What total internal reflection is

Normally, when light reaches a boundary, some refracts out and some reflects. But as the angle of incidence increases, more light reflects, until at the critical angle all of it reflects.

The critical angle

For glass, the critical angle is about 42 degrees.

Using total internal reflection

  • Optical fibres: a thin glass fibre carries light (or infrared) by total internal reflection. The light hits the sides at more than the critical angle, so it keeps reflecting along the fibre, even around bends, carrying telephone and internet data quickly and with little loss.
  • Prisms: right-angled glass prisms reflect light through 90 or 180 degrees by total internal reflection. They are used in periscopes and binoculars, giving sharper reflections than a mirror.

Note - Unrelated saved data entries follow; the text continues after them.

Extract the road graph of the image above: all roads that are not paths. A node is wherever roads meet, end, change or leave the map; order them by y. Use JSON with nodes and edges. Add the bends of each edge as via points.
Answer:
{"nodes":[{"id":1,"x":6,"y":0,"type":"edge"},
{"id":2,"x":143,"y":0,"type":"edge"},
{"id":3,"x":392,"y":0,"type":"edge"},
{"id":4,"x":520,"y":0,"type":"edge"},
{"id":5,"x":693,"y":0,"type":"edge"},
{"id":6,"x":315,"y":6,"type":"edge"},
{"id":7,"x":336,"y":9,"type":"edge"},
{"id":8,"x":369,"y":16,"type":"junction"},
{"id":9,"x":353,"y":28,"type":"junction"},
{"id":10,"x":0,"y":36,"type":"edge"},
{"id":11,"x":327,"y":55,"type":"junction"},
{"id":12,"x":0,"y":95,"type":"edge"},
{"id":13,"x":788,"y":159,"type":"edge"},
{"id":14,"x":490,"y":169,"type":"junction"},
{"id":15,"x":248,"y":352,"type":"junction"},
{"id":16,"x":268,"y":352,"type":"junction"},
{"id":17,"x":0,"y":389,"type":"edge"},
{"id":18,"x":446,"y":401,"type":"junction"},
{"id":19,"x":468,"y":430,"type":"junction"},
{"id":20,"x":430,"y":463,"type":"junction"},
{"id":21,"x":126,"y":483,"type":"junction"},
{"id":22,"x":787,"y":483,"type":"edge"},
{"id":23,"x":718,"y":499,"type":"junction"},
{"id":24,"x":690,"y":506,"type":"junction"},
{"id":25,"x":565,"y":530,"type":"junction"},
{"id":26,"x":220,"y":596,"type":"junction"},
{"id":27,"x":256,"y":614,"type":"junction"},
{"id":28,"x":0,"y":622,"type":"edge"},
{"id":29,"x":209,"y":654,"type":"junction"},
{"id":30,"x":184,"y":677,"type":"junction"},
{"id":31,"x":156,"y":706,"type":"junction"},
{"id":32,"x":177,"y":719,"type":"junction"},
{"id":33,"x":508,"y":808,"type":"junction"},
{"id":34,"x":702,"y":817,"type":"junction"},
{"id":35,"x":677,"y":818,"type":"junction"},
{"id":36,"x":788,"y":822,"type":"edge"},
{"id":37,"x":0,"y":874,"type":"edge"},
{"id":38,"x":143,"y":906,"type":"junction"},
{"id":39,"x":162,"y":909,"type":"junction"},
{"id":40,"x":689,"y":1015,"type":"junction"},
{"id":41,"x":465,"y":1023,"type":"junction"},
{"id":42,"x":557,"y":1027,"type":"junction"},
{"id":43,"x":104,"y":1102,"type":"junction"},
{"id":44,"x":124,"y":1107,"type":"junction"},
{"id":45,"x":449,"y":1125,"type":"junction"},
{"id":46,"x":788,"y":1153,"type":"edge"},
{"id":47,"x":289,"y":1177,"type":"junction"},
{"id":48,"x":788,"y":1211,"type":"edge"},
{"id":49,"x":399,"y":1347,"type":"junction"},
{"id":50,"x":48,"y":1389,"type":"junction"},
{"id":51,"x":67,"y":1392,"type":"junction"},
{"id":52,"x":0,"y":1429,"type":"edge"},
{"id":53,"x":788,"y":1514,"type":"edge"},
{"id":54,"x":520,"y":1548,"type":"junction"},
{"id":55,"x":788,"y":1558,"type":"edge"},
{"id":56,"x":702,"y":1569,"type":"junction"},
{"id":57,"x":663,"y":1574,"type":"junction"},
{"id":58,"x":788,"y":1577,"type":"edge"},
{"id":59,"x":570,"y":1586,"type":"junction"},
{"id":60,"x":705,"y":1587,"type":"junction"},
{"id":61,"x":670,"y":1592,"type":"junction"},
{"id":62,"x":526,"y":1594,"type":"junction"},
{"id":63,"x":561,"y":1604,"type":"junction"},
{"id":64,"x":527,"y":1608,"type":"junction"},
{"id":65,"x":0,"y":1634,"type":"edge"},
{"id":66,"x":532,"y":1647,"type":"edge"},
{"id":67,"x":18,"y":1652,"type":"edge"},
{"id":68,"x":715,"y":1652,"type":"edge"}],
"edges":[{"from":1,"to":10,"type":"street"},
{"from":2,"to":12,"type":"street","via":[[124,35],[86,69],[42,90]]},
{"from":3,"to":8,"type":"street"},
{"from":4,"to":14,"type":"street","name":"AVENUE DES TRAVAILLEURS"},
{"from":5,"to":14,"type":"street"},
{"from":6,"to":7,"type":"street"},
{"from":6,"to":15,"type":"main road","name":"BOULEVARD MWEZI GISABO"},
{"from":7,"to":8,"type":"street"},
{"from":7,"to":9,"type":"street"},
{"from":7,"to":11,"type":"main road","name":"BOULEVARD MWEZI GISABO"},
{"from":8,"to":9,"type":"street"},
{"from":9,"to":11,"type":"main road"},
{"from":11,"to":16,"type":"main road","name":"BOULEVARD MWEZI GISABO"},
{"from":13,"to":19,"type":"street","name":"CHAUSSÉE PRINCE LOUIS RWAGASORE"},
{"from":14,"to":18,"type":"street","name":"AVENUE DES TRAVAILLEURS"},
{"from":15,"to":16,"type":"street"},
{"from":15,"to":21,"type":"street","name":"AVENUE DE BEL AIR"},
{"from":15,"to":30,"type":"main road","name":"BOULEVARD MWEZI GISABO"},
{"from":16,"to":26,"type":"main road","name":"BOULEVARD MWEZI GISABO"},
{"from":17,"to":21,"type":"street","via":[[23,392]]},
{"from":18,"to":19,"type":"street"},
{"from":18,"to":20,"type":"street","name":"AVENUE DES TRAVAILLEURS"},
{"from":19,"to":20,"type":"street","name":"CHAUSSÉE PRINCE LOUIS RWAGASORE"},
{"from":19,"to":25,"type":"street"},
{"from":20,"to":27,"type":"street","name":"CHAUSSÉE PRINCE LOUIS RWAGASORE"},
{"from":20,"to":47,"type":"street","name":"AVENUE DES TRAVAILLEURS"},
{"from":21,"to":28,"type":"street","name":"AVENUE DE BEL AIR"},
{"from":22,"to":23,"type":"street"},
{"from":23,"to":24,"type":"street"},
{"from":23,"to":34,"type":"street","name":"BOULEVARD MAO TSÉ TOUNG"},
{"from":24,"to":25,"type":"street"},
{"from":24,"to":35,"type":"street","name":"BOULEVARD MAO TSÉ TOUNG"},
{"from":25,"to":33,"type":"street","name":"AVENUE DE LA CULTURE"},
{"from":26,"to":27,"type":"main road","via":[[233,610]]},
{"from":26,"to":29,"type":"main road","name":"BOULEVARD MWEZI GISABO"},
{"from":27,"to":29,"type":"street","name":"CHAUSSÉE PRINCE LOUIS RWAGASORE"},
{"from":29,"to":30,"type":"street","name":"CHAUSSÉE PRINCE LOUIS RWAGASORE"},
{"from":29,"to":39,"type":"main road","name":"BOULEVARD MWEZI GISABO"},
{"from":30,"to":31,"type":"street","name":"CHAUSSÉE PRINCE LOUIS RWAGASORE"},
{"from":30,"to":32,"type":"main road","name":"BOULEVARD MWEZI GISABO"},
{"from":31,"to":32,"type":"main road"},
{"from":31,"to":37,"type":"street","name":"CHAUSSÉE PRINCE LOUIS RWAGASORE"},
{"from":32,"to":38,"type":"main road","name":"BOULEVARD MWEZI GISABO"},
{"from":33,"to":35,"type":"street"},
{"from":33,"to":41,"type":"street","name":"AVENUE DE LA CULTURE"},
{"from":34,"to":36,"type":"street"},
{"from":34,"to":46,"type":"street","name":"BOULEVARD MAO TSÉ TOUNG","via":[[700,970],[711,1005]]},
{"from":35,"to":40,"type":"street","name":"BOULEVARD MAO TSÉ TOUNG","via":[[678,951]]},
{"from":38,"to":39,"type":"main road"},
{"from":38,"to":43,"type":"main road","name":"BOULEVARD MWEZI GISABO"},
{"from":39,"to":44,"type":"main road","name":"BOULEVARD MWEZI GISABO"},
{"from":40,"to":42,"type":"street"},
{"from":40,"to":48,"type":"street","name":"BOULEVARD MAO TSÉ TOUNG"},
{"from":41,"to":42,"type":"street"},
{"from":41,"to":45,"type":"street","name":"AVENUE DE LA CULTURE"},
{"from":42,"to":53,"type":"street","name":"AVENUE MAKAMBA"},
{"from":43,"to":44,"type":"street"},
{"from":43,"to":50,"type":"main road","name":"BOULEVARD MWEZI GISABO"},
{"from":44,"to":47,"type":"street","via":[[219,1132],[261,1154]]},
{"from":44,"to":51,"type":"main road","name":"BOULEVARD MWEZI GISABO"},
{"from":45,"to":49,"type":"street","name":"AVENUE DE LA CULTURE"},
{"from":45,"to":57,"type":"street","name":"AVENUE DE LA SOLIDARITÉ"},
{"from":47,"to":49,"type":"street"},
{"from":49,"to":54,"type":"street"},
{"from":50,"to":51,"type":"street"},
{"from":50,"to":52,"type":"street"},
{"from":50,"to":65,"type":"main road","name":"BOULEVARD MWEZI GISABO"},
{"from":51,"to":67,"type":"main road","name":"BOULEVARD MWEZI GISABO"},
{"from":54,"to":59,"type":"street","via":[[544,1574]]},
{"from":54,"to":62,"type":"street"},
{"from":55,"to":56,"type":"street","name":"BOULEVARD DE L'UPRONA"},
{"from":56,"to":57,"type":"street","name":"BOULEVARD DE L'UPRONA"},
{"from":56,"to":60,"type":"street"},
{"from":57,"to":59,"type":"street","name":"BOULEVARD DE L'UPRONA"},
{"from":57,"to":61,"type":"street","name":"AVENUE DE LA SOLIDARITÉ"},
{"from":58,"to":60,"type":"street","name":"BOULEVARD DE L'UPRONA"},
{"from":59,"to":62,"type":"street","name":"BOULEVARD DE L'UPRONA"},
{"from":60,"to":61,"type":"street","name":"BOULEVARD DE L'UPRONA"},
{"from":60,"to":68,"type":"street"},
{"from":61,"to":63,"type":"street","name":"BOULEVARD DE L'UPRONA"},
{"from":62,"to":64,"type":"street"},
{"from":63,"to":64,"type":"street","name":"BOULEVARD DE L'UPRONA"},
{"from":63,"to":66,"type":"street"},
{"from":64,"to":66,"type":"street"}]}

Why optical fibres are useful

Optical fibres can carry huge amounts of information as pulses of light, much more than electrical wires, and the signal loses little energy along the way. The light is kept inside the fibre by total internal reflection, so it can travel long distances and around corners. This is why optical fibres are used for high-speed internet and telephone networks, and in medical endoscopes to see inside the body. Linking the use back to total internal reflection is the key to these application questions.

The critical angle and density

The size of the critical angle depends on how much the two materials differ in optical density. A material in which light slows down a lot (a very dense material such as diamond) has a small critical angle, so total internal reflection happens easily, even at quite shallow angles. This is why cut diamonds sparkle: light entering them is totally internally reflected many times before coming back out. A material that bends light less has a larger critical angle. Knowing that a denser material has a smaller critical angle helps explain why some materials are better than others for optical fibres and prisms.

Total internal reflection versus a mirror

Prisms that use total internal reflection are often better than mirrors for reflecting light. A normal mirror reflects from a silvered surface behind the glass, which absorbs a little light and can give faint extra reflections, so the image is slightly dimmer and less sharp. With total internal reflection, all the light is reflected and there is no silvering to absorb it, giving a brighter, sharper reflection. This is why good binoculars and periscopes use prisms rather than mirrors, which is a common reason asked for in exams.

Try this

Q1. What happens to light at an angle greater than the critical angle? [1 mark]

  • Cue. It is totally internally reflected (all reflected back inside).

Q2. Name one use of total internal reflection. [1 mark]

  • Cue. Optical fibres (or prisms in periscopes and binoculars).

Exam-style practice questions

Practice questions written in the style of WJEC exam questions on this dot point, with worked answer explainers. The year tag is the paper they imitate, not the source.

WJEC style4 marksExplain the conditions needed for total internal reflection to occur.
Show worked answer →

A Unit 3 explain question worth 4 marks. Reward: the light must be travelling in the more dense material towards a less dense one (for example glass to air) (1); the angle of incidence must be greater than the critical angle (1); when this happens, none of the light passes out (refracts) and it is all reflected back inside (1); the reflection still obeys the law of reflection (1). Markers credit travelling from dense to less dense, the angle exceeding the critical angle, and all the light reflecting. A common error is to omit the critical angle condition.

WJEC style3 marksDescribe how total internal reflection is used to send signals along an optical fibre.
Show worked answer →

A Unit 3 application question. Reward: light (or infrared) enters the fibre and hits the sides at an angle greater than the critical angle (1); so it is totally internally reflected along the fibre, bouncing from side to side (1); this lets the signal travel along the fibre, even around bends, with little loss, carrying data quickly (1). Markers credit the angle exceeding the critical angle, repeated total internal reflection, and the signal travelling along the fibre. A common error is to say the light refracts out.